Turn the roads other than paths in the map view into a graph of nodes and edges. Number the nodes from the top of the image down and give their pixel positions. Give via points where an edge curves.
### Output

--

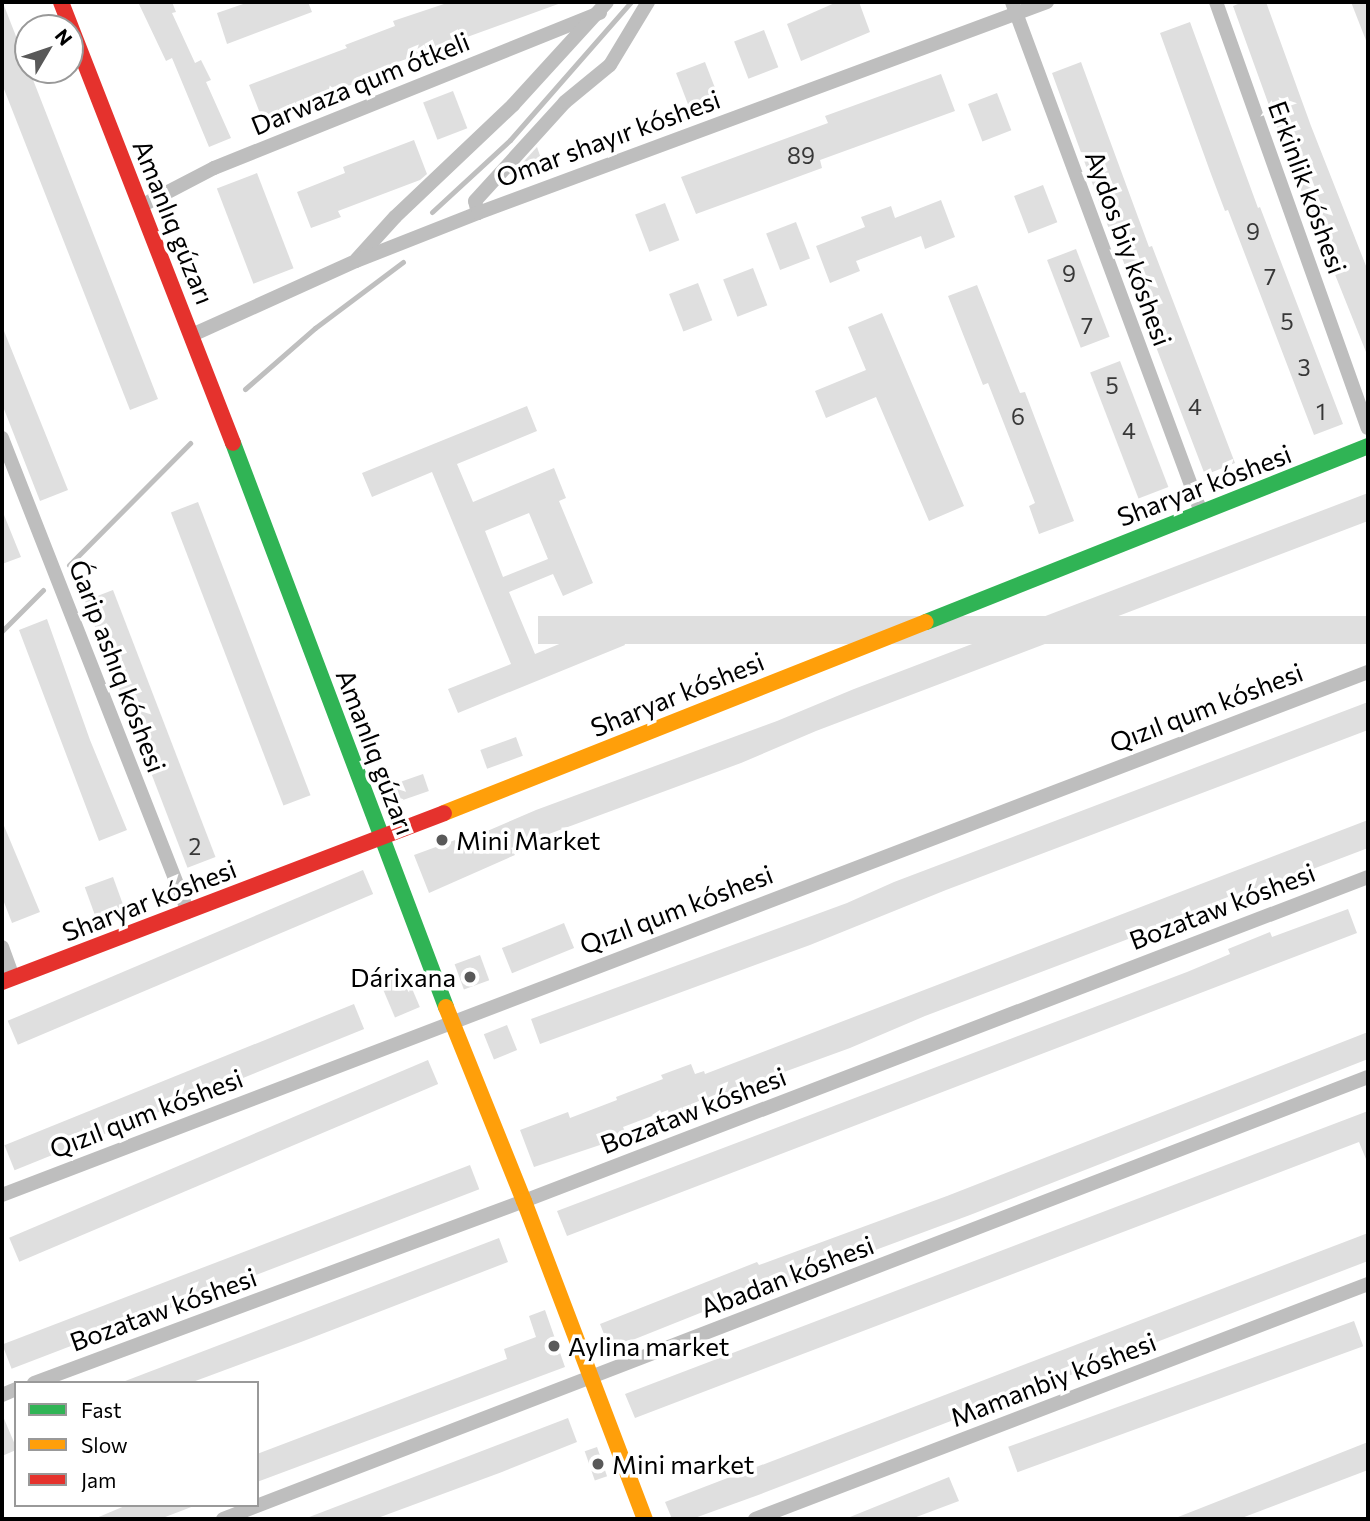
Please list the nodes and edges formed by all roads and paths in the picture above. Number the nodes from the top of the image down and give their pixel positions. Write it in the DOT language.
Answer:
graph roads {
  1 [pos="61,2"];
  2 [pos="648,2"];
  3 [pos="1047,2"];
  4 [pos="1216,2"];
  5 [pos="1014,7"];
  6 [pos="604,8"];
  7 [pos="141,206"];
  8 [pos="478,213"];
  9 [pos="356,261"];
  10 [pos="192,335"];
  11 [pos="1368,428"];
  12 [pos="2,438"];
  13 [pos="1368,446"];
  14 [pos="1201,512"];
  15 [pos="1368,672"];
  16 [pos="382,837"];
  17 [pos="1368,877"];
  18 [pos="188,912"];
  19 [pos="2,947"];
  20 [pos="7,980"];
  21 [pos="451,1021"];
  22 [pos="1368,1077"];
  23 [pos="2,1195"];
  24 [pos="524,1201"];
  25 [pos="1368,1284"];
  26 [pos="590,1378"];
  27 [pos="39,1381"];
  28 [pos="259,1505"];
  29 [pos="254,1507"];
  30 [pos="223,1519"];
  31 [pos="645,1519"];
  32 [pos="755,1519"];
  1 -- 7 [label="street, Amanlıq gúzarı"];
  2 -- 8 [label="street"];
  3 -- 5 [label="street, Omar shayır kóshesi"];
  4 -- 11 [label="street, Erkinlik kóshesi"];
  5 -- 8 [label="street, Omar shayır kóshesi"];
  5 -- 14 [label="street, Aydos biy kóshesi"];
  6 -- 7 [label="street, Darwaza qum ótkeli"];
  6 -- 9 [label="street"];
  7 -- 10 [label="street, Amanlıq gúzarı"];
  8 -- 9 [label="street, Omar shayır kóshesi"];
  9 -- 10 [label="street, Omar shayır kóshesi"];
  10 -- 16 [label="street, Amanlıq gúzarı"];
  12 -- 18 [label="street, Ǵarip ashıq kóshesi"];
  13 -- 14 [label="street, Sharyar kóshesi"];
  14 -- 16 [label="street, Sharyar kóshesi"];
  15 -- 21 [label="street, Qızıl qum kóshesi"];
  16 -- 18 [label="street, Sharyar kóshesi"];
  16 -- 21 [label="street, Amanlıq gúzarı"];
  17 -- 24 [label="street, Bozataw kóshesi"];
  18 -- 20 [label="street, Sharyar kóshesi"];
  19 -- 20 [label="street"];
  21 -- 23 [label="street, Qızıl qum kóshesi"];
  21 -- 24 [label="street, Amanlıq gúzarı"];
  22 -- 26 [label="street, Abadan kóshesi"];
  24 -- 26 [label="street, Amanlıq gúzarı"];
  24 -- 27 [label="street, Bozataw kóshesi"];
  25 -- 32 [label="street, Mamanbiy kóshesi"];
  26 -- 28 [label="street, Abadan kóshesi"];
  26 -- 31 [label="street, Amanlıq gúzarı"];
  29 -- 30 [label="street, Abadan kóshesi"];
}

▶ **Task details**
When the string "their" appears in a line of the records above, that line is to be copied.

▶ **Answer to this exercise**
Turn the roads other than paths in the map view into a graph of nodes and edges. Number the nodes from the top of the image down and give their pixel positions. Give via points where an edge curves.
Please list the nodes and edges formed by all roads and paths in the picture above. Number the nodes from the top of the image down and give their pixel positions. Write it in the DOT language.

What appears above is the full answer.